TASK DIRECTIONS =
Check each line below for the word "Lato". How many have it? Answer with the number only.

START DATA TO USE

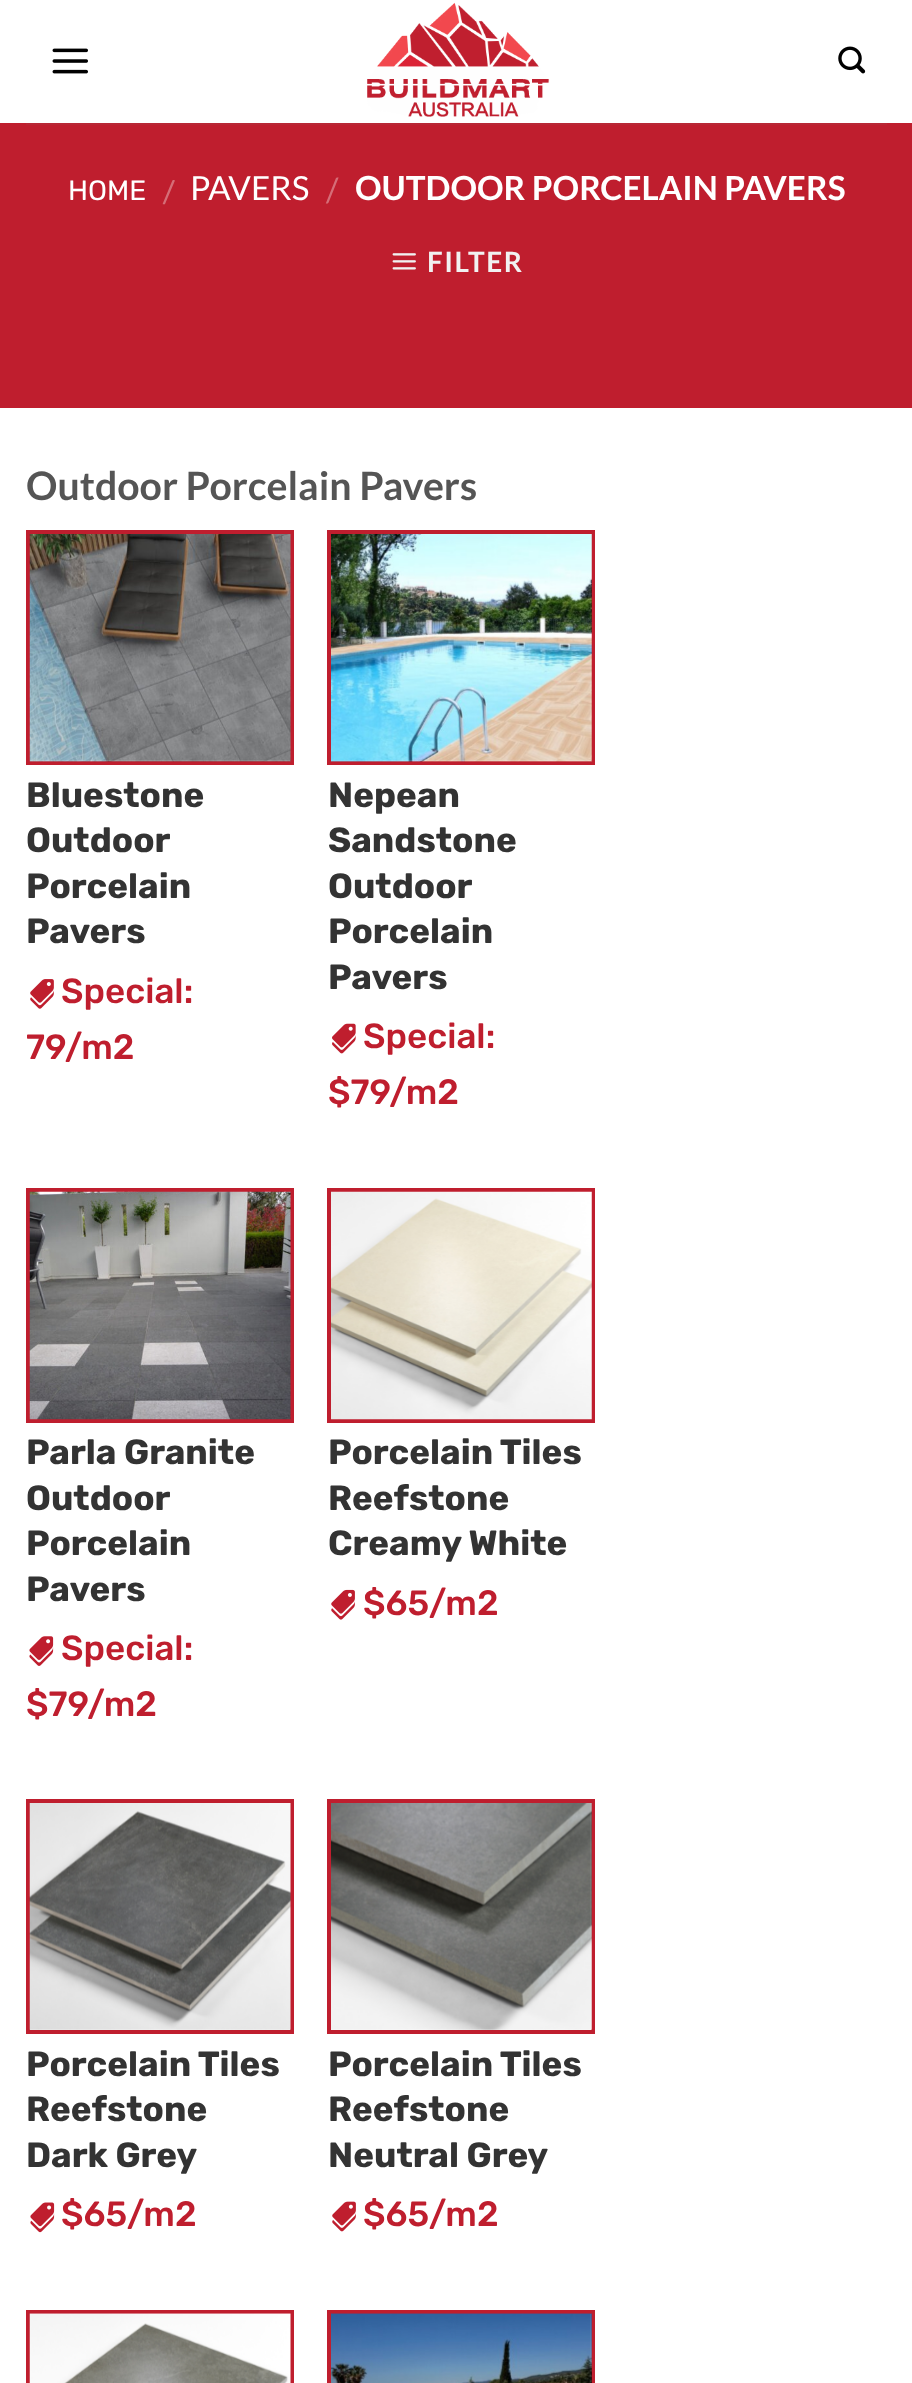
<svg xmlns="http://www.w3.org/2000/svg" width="912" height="2383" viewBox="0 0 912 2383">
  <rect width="100%" height="100%" fill="rgb(255,255,255)"/>
  <image x="52" y="48" width="36" height="26" href="pic1.png"/>
  <image x="367" y="2" width="183" height="115" href="pic2.png"/>
  <image x="838" y="46" width="28" height="28" href="pic3.png"/>
  <rect x="0" y="123" width="912" height="285" fill="rgb(191,30,46)"/>
  <rect x="26" y="123" width="861" height="2" fill="rgb(184,39,53)"/>
  <text x="68" y="200" font-family="Rubik" font-size="28" fill="rgb(255,255,255)">HOME</text>
  <text x="162" y="202" font-family="Rubik" font-size="28" fill="rgb(213,109,119)">/</text>
  <text x="190" y="200" font-family="Lato" font-size="33.25" fill="rgb(255,255,255)">PAVERS</text>
  <text x="326" y="202" font-family="Lato" font-size="33.25" fill="rgb(213,109,119)">/</text>
  <text x="355" y="200" font-family="Lato" font-size="33.25" font-weight="bold" fill="rgb(255,255,255)">OUTDOOR PORCELAIN PAVERS</text>
  <image x="392" y="253" width="24" height="17" href="pic4.png"/>
  <text x="427" y="272" font-family="Lato" font-size="28" font-weight="bold" letter-spacing="1.5" fill="rgb(241,241,241)">FILTER</text>
  <text x="26" y="500" font-family="Lato" font-size="39.25" font-weight="bold" fill="rgb(85,85,85)">Outdoor Porcelain Pavers</text>
  <rect x="28" y="532" width="264" height="231" fill="none" stroke="rgb(191,30,46)" stroke-width="4"/>
  <image x="29" y="534" width="262" height="228" href="pic5.png"/>
  <g font-family="Rubik" font-size="35" font-weight="bold" fill="rgb(51,51,51)">
    <text>
      <tspan x="26" y="807">Bluestone</tspan>
      <tspan x="26" y="852">Outdoor</tspan>
      <tspan x="26" y="898">Porcelain</tspan>
      <tspan x="26" y="943">Pavers</tspan>
    </text>
  </g>
  <image x="30" y="979" width="24" height="30" href="pic6.png"/>
  <g font-family="Rubik" font-size="35" font-weight="500" fill="rgb(191,30,46)">
    <text x="61" y="1003">Special:</text>
    <text x="26" y="1059">79/m2</text>
  </g>
  <rect x="329" y="532" width="264" height="231" fill="none" stroke="rgb(191,30,46)" stroke-width="4"/>
  <image x="331" y="534" width="261" height="228" href="pic7.png"/>
  <g font-family="Rubik" font-size="35" font-weight="bold" fill="rgb(51,51,51)">
    <text>
      <tspan x="328" y="807">Nepean</tspan>
      <tspan x="328" y="852">Sandstone</tspan>
      <tspan x="328" y="898">Outdoor</tspan>
      <tspan x="328" y="943">Porcelain</tspan>
      <tspan x="328" y="989">Pavers</tspan>
    </text>
  </g>
  <image x="332" y="1023" width="24" height="31" href="pic8.png"/>
  <g font-family="Rubik" font-size="35" font-weight="500" fill="rgb(191,30,46)">
    <text x="363" y="1048">Special:</text>
    <text x="328" y="1104">$79/m2</text>
  </g>
  <rect x="28" y="1190" width="264" height="231" fill="none" stroke="rgb(191,30,46)" stroke-width="4"/>
  <image x="29" y="1191" width="262" height="229" href="pic9.png"/>
  <g font-family="Rubik" font-size="35" font-weight="bold" fill="rgb(51,51,51)">
    <text>
      <tspan x="26" y="1464">Parla Granite</tspan>
      <tspan x="26" y="1510">Outdoor</tspan>
      <tspan x="26" y="1555">Porcelain</tspan>
      <tspan x="26" y="1601">Pavers</tspan>
    </text>
  </g>
  <image x="29" y="1636" width="25" height="30" href="pic10.png"/>
  <g font-family="Rubik" font-size="35" font-weight="500" fill="rgb(191,30,46)">
    <text x="61" y="1660">Special:</text>
    <text x="26" y="1716">$79/m2</text>
  </g>
  <rect x="329" y="1190" width="264" height="231" fill="none" stroke="rgb(191,30,46)" stroke-width="4"/>
  <image x="331" y="1191" width="261" height="229" href="pic11.png"/>
  <g font-family="Rubik" font-size="35" font-weight="bold" fill="rgb(51,51,51)">
    <text>
      <tspan x="328" y="1464">Porcelain Tiles</tspan>
      <tspan x="328" y="1510">Reefstone</tspan>
      <tspan x="328" y="1555">Creamy White</tspan>
    </text>
  </g>
  <image x="331" y="1589" width="24" height="31" href="pic12.png"/>
  <text x="363" y="1615" font-family="Rubik" font-size="35" font-weight="500" fill="rgb(191,30,46)">$65/m2</text>
  <rect x="28" y="1801" width="264" height="231" fill="none" stroke="rgb(191,30,46)" stroke-width="4"/>
  <image x="29" y="1803" width="262" height="227" href="pic13.png"/>
  <g font-family="Rubik" font-size="35" font-weight="bold" fill="rgb(51,51,51)">
    <text>
      <tspan x="26" y="2076">Porcelain Tiles</tspan>
      <tspan x="26" y="2121">Reefstone</tspan>
      <tspan x="26" y="2167">Dark Grey</tspan>
    </text>
  </g>
  <image x="30" y="2202" width="25" height="31" href="pic14.png"/>
  <text x="61" y="2226" font-family="Rubik" font-size="35" font-weight="500" fill="rgb(191,30,46)">$65/m2</text>
  <rect x="329" y="1801" width="264" height="231" fill="none" stroke="rgb(191,30,46)" stroke-width="4"/>
  <image x="331" y="1803" width="261" height="227" href="pic15.png"/>
  <g font-family="Rubik" font-size="35" font-weight="bold" fill="rgb(51,51,51)">
    <text>
      <tspan x="328" y="2076">Porcelain Tiles</tspan>
      <tspan x="328" y="2121">Reefstone</tspan>
      <tspan x="328" y="2167">Neutral Grey</tspan>
    </text>
  </g>
  <image x="332" y="2201" width="24" height="31" href="pic16.png"/>
  <text x="363" y="2226" font-family="Rubik" font-size="35" font-weight="500" fill="rgb(191,30,46)">$65/m2</text>
  <rect x="28" y="2312" width="264" height="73" fill="none" stroke="rgb(191,30,46)" stroke-width="4"/>
  <image x="29" y="2313" width="262" height="70" href="pic17.png"/>
  <rect x="329" y="2312" width="264" height="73" fill="none" stroke="rgb(191,30,46)" stroke-width="4"/>
  <image x="331" y="2313" width="261" height="70" href="pic18.png"/>
</svg>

END DATA TO USE

RESPONSE =
5